Ozon Tedavisinin Yan Etkileri
Doza, hastalığın seyrine ve hastaların durumuna göre bazı yan etkilerden söz etmek mümkündür. Ozon tedavisi yan etkileri arasında enfeksiyon, alerjik reaksiyonlar, hipoventilasyon, nefes darlığı, görme bozuklukları ve kulak iltihabı bulunmaktadır.
Ozon tedavisi gören hastaların en yaygın şikayetleri;
zayıflık,
hafif baş dönmesi
uyku hali dahil hiçbiri uzun sürmeyen küçük yan etkilerdir
Alanında uzman hekimler tarafından uygulanan ozon tedavisinde riskler en aza düşürülmekte ve yardımcı tedavi olarak başarı oranı artırılmaktadır.Ozon Tedavisi Kimlere Uygulanabilir?
Ozon Tedavisinin Uygulanamayacağı Durumlar
Hamileler
Glukoz 6 fosfat dehidrogenaz (G6PD) enzim eksikliği olanlar (kalıtsal bir hastalık)
Yeni geçirilmiş kalp krizi (miyokard infarktüsü) ve/veya kontrol altına alınmamış kalp-damar hastalığı
Yüksek tansiyon için ACE inhibitörü tedavisi alanlar
İleri derecede kansızlık(anemi)
Pıhtılaşma bozukluğu gibi kan hastalıkları
Hipertiroidi (tiroid bezinin aşırı çalışması)

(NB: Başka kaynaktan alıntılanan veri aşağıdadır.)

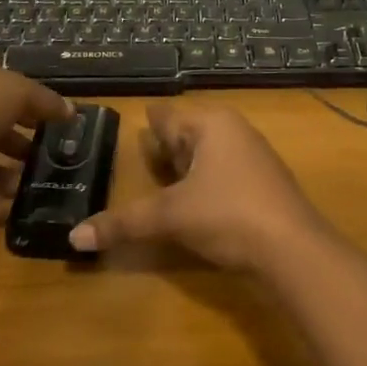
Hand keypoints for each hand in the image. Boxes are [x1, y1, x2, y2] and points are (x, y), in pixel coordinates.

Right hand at [70, 103, 322, 269]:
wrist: (293, 249)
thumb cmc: (228, 214)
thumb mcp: (171, 217)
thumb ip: (124, 223)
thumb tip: (74, 237)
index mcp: (211, 124)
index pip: (168, 117)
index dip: (150, 121)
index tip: (136, 116)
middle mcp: (234, 131)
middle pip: (190, 133)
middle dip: (168, 145)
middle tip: (143, 150)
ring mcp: (254, 157)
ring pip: (210, 154)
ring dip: (188, 166)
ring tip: (165, 175)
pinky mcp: (265, 184)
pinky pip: (225, 173)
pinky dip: (206, 181)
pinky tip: (197, 199)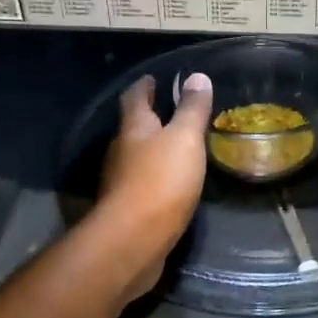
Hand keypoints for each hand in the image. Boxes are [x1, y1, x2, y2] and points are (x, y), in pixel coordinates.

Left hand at [95, 71, 213, 297]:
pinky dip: (155, 178)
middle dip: (149, 118)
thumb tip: (197, 76)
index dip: (144, 86)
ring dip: (152, 150)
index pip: (135, 98)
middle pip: (133, 128)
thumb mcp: (184, 140)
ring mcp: (120, 182)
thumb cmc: (160, 181)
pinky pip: (142, 184)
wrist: (133, 241)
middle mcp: (121, 151)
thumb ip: (192, 110)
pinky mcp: (127, 210)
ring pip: (136, 157)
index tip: (152, 78)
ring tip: (175, 146)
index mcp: (133, 128)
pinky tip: (171, 184)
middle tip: (169, 111)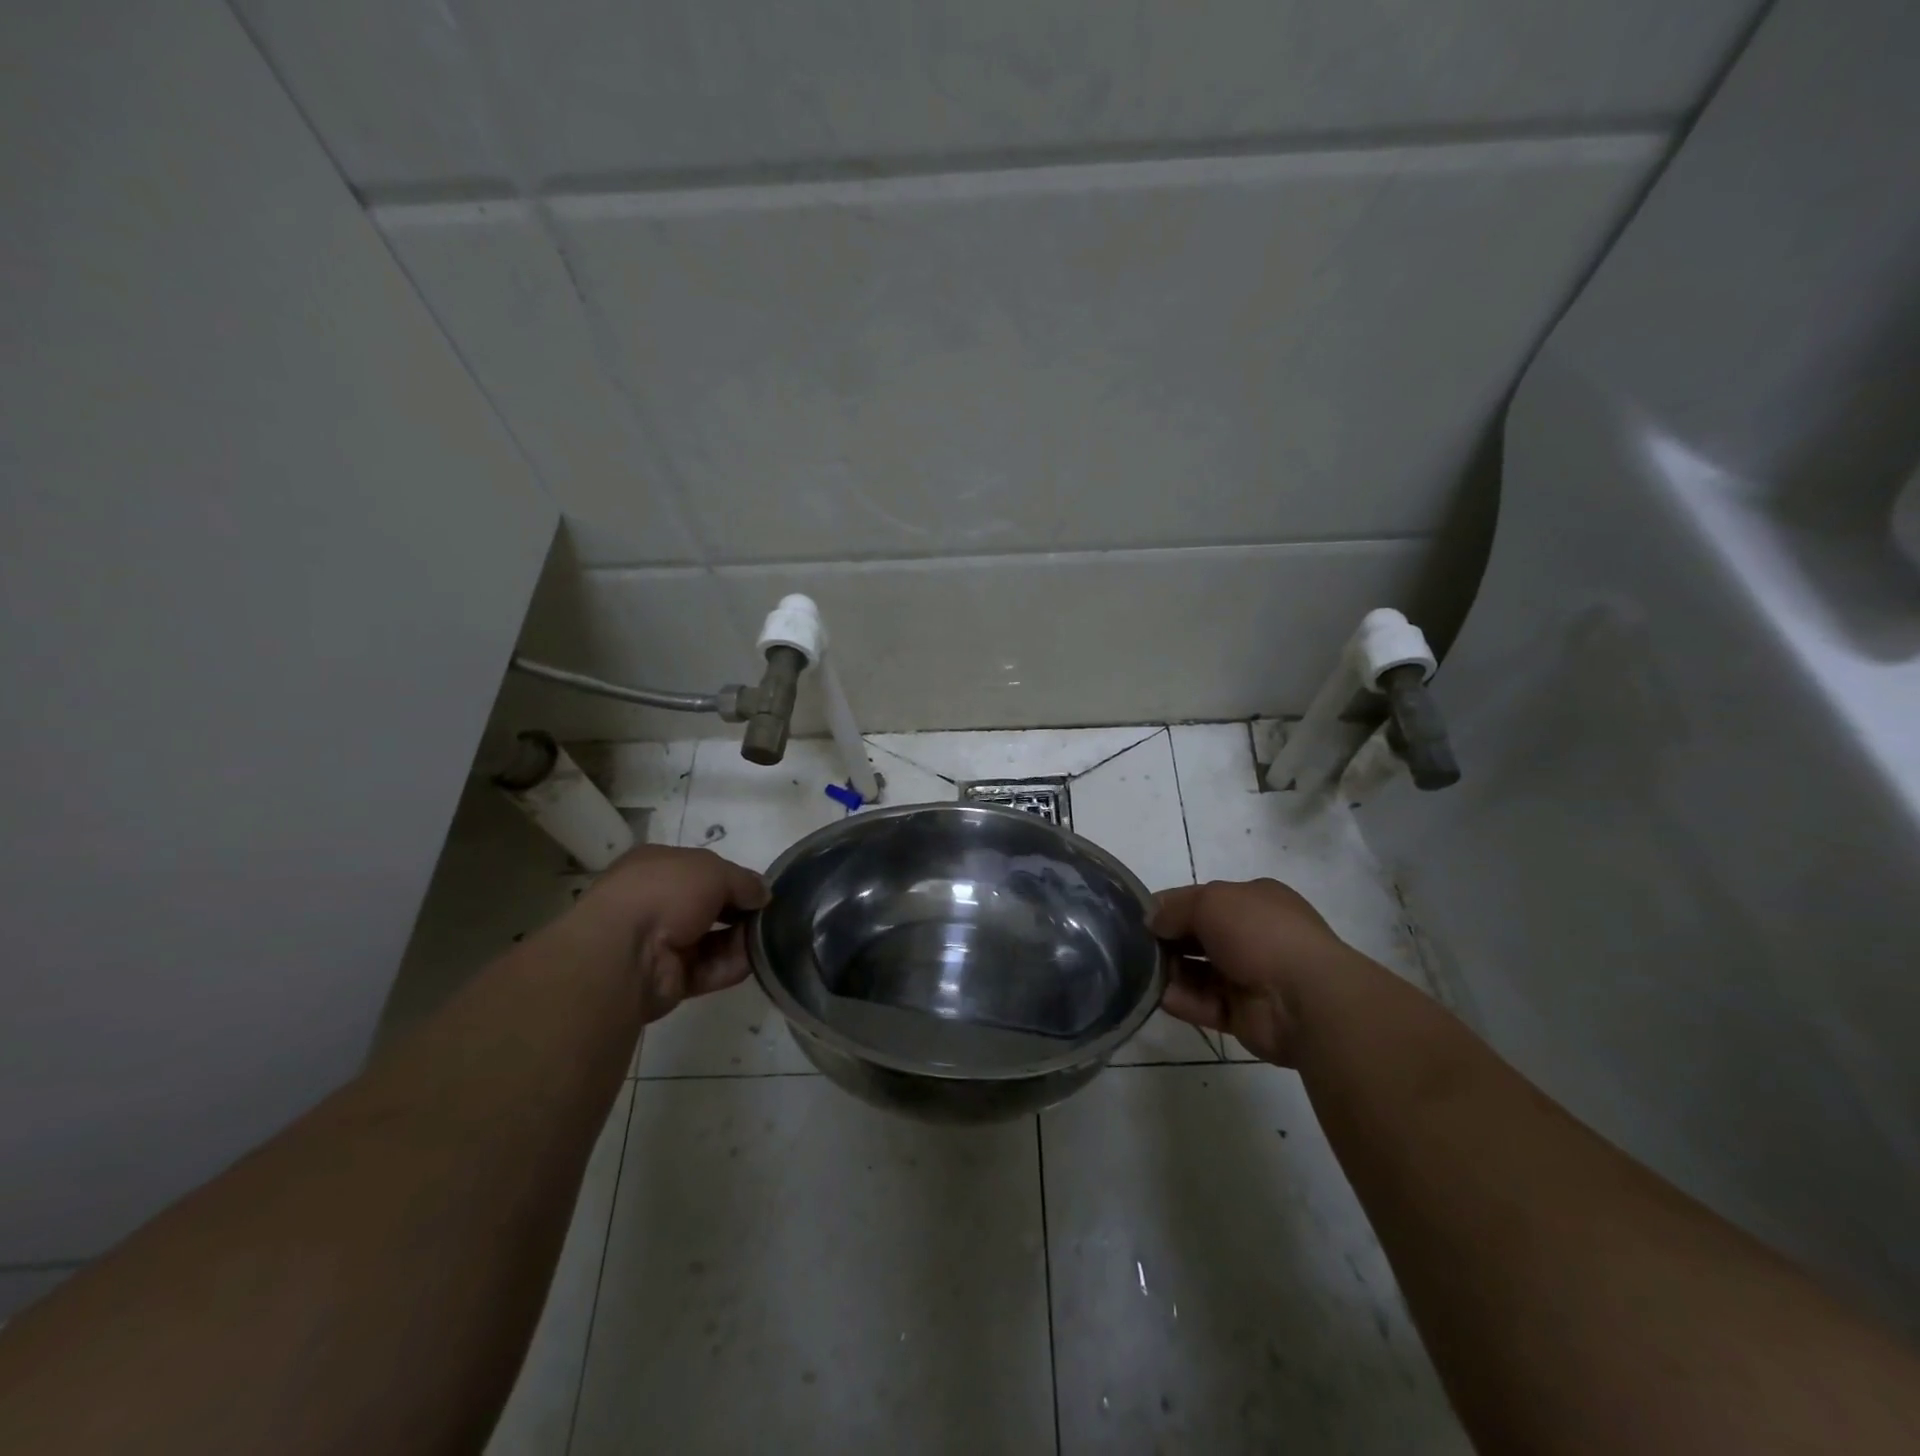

Kronik ve/veya tekrarlayan pankreatit
Sık tekrarlayan kas kramplar
Ozona alerjisi olan astım hastaları
Yeni geçirilmiş kanaması olan kişilerde ozon tedavisi uygulanmaz.
Dikkat Edilmesi Gerekenler
Herhangi bir ozon tedavisi uygulanmadan önce hastaların en az 2 saat önceden tansiyon ve diyabet ilaçlarını almış olmaları ve ozon tedavisi sırasında aç kalmamaları gerekmektedir.
Ozon tedavisi, genellikle standart medikal tedavilerin eşlik ettiği, düşük riskli, tamamlayıcı, destekleyici ve yeniden yapılandırıcı bir yöntemdir.